- _What to work on_
Below are the records to retype. Keep every character exactly and leave out the pictures.

########

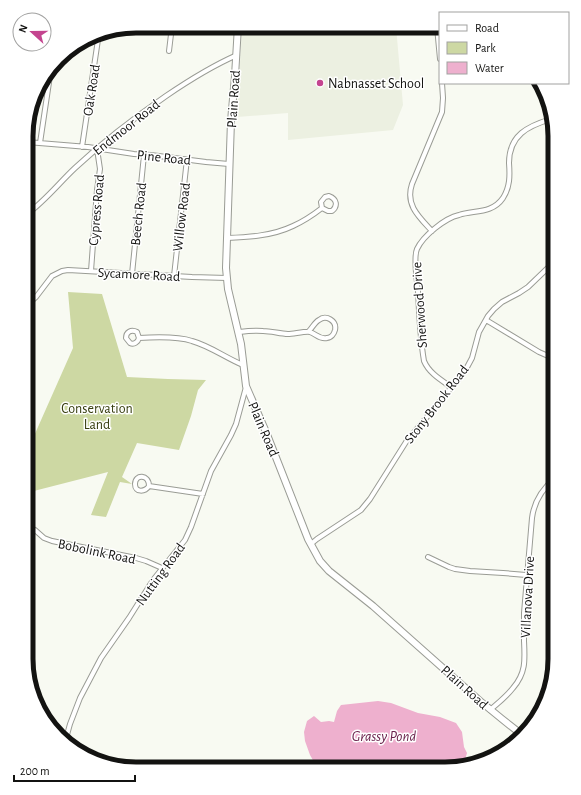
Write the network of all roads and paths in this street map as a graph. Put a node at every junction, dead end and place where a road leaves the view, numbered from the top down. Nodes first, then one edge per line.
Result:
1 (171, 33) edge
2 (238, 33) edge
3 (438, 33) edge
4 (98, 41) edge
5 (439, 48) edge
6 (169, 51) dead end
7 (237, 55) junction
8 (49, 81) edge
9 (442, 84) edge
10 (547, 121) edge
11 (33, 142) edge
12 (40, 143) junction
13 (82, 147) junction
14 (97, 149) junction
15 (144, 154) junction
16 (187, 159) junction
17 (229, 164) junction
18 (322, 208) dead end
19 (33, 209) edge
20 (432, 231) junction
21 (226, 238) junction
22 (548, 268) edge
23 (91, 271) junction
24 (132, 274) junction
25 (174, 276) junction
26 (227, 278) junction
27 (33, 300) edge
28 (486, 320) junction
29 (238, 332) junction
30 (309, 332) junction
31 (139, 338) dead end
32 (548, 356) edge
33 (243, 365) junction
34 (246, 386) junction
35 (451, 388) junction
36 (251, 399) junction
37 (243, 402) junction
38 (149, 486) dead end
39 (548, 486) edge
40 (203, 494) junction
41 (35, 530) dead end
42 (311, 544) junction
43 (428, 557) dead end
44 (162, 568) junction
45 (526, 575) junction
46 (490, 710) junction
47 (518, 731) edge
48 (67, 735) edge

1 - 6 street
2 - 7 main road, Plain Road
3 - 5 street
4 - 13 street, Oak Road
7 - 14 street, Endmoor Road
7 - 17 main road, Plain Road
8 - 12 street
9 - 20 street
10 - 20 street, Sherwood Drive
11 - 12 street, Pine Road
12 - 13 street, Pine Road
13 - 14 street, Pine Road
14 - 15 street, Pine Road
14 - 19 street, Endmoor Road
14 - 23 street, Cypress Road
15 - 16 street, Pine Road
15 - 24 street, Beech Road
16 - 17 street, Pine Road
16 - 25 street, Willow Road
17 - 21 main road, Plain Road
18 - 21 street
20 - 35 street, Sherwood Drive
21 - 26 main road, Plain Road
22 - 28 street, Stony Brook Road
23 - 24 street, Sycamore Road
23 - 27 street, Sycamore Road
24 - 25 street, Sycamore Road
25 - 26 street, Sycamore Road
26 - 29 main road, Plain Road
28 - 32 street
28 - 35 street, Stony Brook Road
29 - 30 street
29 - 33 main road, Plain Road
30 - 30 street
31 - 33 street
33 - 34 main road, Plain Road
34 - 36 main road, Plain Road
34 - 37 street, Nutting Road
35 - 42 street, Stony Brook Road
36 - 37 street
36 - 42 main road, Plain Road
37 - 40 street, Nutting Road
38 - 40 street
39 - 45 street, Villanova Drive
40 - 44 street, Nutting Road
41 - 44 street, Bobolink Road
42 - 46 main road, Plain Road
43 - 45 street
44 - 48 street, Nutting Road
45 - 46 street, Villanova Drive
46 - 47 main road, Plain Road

########

- _Solution to this task_
Write the network of all roads and paths in this street map as a graph. Put a node at every junction, dead end and place where a road leaves the view, numbered from the top down. Nodes first, then one edge per line.
Result:
1 (171, 33) edge
2 (238, 33) edge
3 (438, 33) edge
4 (98, 41) edge
5 (439, 48) edge
6 (169, 51) dead end
7 (237, 55) junction
8 (49, 81) edge
9 (442, 84) edge
10 (547, 121) edge
11 (33, 142) edge
12 (40, 143) junction
13 (82, 147) junction
14 (97, 149) junction
15 (144, 154) junction
16 (187, 159) junction
17 (229, 164) junction
18 (322, 208) dead end
19 (33, 209) edge
20 (432, 231) junction
21 (226, 238) junction
22 (548, 268) edge
23 (91, 271) junction
24 (132, 274) junction
25 (174, 276) junction
26 (227, 278) junction
27 (33, 300) edge
28 (486, 320) junction
29 (238, 332) junction
30 (309, 332) junction
31 (139, 338) dead end
32 (548, 356) edge
33 (243, 365) junction
34 (246, 386) junction
35 (451, 388) junction
36 (251, 399) junction
37 (243, 402) junction
38 (149, 486) dead end
39 (548, 486) edge
40 (203, 494) junction
41 (35, 530) dead end
42 (311, 544) junction
43 (428, 557) dead end
44 (162, 568) junction
45 (526, 575) junction
46 (490, 710) junction
47 (518, 731) edge
48 (67, 735) edge

1 - 6 street
2 - 7 main road, Plain Road
3 - 5 street
4 - 13 street, Oak Road
7 - 14 street, Endmoor Road
7 - 17 main road, Plain Road
8 - 12 street
9 - 20 street
10 - 20 street, Sherwood Drive
11 - 12 street, Pine Road
12 - 13 street, Pine Road
13 - 14 street, Pine Road
14 - 15 street, Pine Road
14 - 19 street, Endmoor Road
14 - 23 street, Cypress Road
15 - 16 street, Pine Road
15 - 24 street, Beech Road
16 - 17 street, Pine Road
16 - 25 street, Willow Road
17 - 21 main road, Plain Road
18 - 21 street
20 - 35 street, Sherwood Drive
21 - 26 main road, Plain Road
22 - 28 street, Stony Brook Road
23 - 24 street, Sycamore Road
23 - 27 street, Sycamore Road
24 - 25 street, Sycamore Road
25 - 26 street, Sycamore Road
26 - 29 main road, Plain Road
28 - 32 street
28 - 35 street, Stony Brook Road
29 - 30 street
29 - 33 main road, Plain Road
30 - 30 street
31 - 33 street
33 - 34 main road, Plain Road
34 - 36 main road, Plain Road
34 - 37 street, Nutting Road
35 - 42 street, Stony Brook Road
36 - 37 street
36 - 42 main road, Plain Road
37 - 40 street, Nutting Road
38 - 40 street
39 - 45 street, Villanova Drive
40 - 44 street, Nutting Road
41 - 44 street, Bobolink Road
42 - 46 main road, Plain Road
43 - 45 street
44 - 48 street, Nutting Road
45 - 46 street, Villanova Drive
46 - 47 main road, Plain Road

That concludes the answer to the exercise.